▶ **EXERCISE BRIEF**
Exact copy, no pictures: output each line below as it stands.

▶ **Stored data entries**
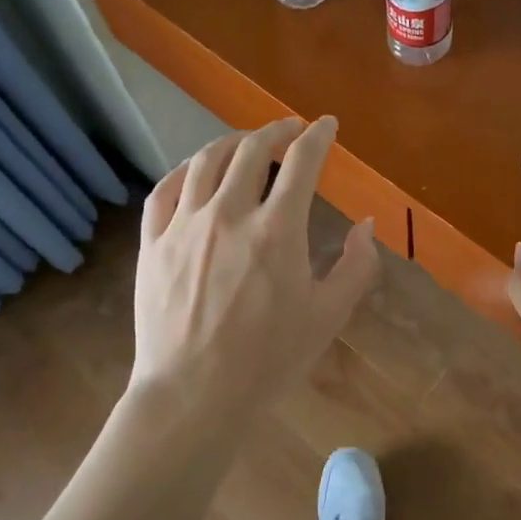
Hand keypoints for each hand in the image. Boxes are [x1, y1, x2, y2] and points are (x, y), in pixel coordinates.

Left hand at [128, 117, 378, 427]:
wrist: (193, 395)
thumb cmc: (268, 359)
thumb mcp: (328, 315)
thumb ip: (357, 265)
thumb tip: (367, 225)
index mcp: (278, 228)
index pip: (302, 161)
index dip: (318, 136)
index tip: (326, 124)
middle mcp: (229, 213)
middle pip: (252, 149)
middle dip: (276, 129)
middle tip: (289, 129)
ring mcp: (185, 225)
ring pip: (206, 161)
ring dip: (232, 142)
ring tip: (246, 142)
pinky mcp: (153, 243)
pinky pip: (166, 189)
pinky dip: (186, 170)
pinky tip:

▶ **REPLY**
Hand keypoints for each hand in the image. Boxes are [x1, y1, x2, y2] and points are (x, y), in pixel coordinates.

Left hand at [128, 117, 378, 427]:
wrist: (193, 395)
thumb cmc: (268, 359)
thumb mcp: (328, 315)
thumb ip: (357, 265)
thumb tip: (367, 225)
index mcp: (278, 228)
index pip: (302, 161)
index dip: (318, 136)
index tip: (326, 124)
middle mcp: (229, 213)
middle pip: (252, 149)
middle dip: (276, 129)
middle tip: (289, 129)
ring mcp: (185, 225)
ring pip: (206, 161)
ring dip: (232, 142)
ring tip: (246, 142)
pinky mcp: (153, 243)
pinky pip: (166, 189)
pinky dip: (186, 170)
pinky tip:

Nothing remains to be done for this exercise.